**Dataset excerpts**.
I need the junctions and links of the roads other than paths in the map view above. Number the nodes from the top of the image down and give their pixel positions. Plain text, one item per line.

==

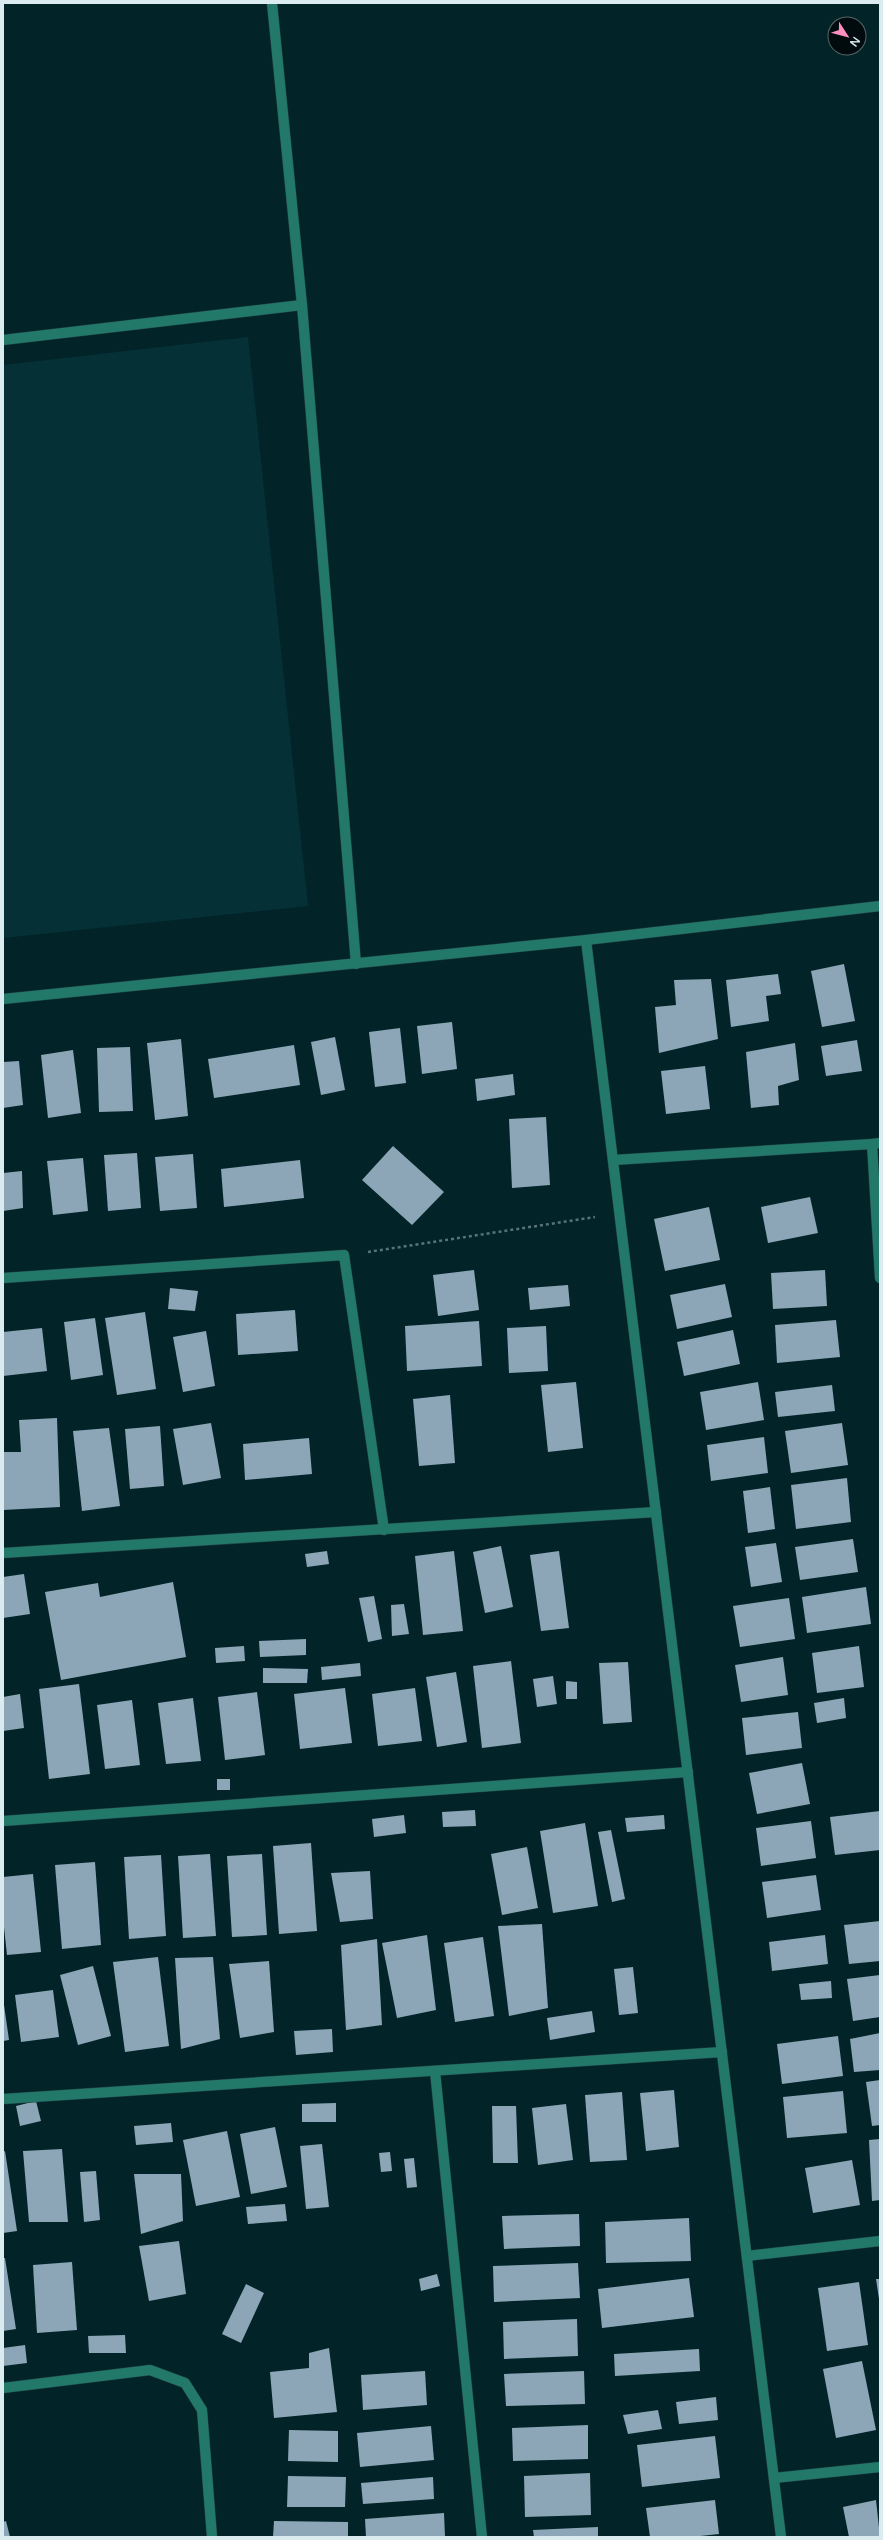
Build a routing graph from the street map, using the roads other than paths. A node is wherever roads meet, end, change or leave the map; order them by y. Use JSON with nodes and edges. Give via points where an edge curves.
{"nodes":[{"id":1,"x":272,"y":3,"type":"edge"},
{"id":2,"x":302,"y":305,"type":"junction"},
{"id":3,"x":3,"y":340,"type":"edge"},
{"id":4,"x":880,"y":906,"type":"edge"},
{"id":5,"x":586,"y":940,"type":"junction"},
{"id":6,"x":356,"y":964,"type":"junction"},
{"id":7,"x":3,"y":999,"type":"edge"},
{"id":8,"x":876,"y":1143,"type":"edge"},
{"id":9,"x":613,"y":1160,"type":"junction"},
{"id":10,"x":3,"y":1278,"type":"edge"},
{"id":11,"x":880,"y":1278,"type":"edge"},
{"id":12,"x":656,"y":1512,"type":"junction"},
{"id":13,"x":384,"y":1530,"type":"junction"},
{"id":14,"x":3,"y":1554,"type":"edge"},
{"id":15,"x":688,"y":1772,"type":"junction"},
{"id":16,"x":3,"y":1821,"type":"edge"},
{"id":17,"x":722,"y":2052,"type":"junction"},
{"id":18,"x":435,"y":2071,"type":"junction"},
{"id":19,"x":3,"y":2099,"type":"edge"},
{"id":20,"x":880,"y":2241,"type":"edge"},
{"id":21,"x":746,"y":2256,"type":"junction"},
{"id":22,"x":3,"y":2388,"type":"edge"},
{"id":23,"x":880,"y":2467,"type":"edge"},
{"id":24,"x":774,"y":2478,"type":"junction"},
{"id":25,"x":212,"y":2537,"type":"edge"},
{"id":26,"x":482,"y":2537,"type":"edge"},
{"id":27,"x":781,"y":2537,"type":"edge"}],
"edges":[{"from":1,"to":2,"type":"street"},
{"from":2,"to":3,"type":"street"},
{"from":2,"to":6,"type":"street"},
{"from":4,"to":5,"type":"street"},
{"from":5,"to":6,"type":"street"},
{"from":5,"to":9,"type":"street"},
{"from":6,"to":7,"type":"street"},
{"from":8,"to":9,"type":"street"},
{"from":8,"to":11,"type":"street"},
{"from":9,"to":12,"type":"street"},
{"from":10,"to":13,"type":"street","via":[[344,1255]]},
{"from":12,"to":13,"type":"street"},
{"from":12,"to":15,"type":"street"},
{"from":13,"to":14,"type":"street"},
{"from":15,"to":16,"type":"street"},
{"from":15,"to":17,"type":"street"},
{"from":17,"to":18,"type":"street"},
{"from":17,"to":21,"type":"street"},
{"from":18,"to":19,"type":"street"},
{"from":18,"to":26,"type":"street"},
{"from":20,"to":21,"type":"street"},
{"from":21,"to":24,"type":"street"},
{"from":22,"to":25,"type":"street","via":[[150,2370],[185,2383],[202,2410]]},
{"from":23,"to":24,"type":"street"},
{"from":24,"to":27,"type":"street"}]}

--

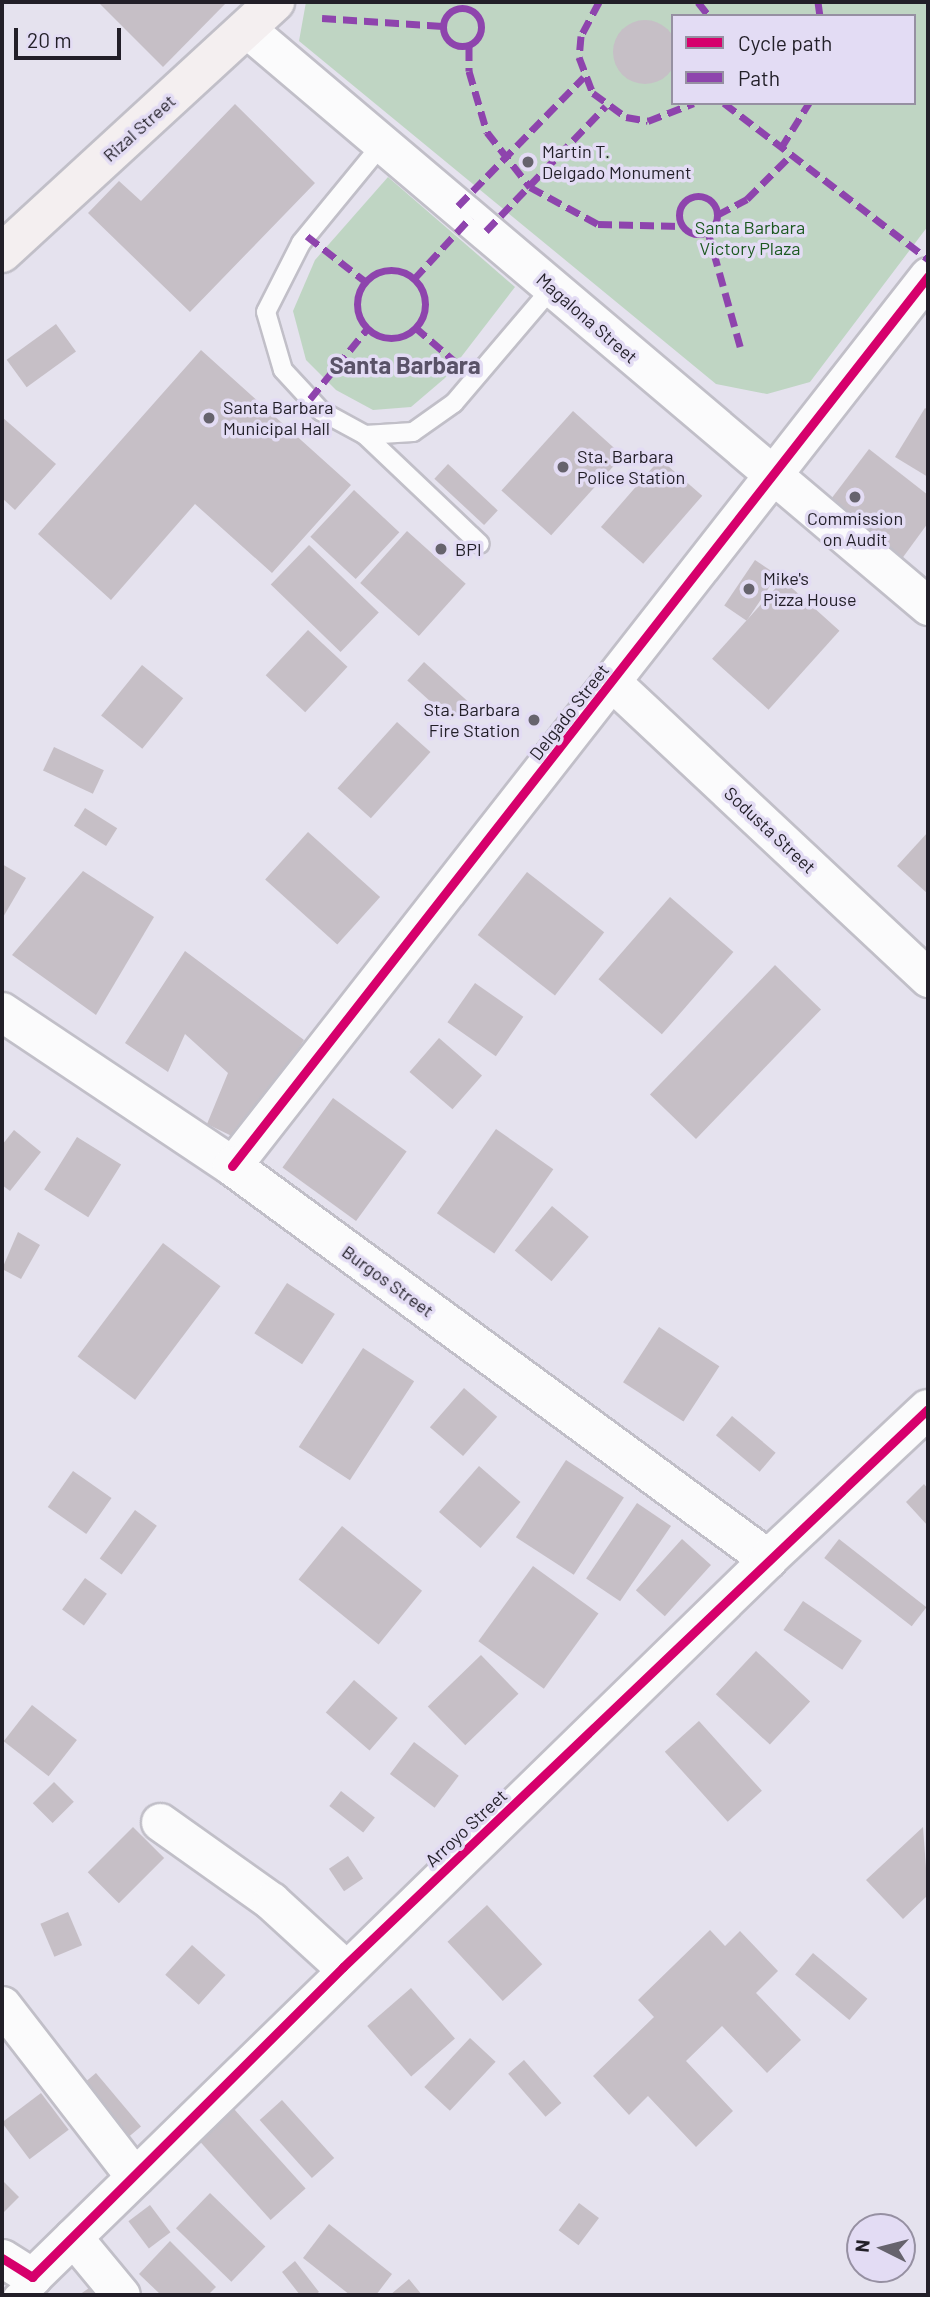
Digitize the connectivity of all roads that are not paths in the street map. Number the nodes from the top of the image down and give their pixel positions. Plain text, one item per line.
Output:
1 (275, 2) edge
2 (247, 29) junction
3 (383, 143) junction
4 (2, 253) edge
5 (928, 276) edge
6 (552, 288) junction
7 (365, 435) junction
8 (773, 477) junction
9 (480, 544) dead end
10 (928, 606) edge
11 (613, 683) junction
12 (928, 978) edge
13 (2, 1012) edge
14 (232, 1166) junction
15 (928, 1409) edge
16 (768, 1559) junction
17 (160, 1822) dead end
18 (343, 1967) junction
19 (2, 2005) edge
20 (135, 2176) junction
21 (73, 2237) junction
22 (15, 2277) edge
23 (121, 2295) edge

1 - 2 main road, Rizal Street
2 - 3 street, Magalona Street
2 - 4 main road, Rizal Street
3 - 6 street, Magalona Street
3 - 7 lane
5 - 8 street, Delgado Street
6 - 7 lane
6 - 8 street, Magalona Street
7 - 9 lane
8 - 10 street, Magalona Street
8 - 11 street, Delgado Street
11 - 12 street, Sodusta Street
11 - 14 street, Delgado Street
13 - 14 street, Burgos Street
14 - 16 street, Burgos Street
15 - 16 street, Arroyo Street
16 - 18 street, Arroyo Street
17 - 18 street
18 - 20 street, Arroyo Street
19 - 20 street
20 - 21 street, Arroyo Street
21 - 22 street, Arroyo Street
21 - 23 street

**Brief**.
In the material above, each line with the word "text" should be copied.

**Answer to this exercise**.
I need the junctions and links of the roads other than paths in the map view above. Number the nodes from the top of the image down and give their pixel positions. Plain text, one item per line.
Digitize the connectivity of all roads that are not paths in the street map. Number the nodes from the top of the image down and give their pixel positions. Plain text, one item per line.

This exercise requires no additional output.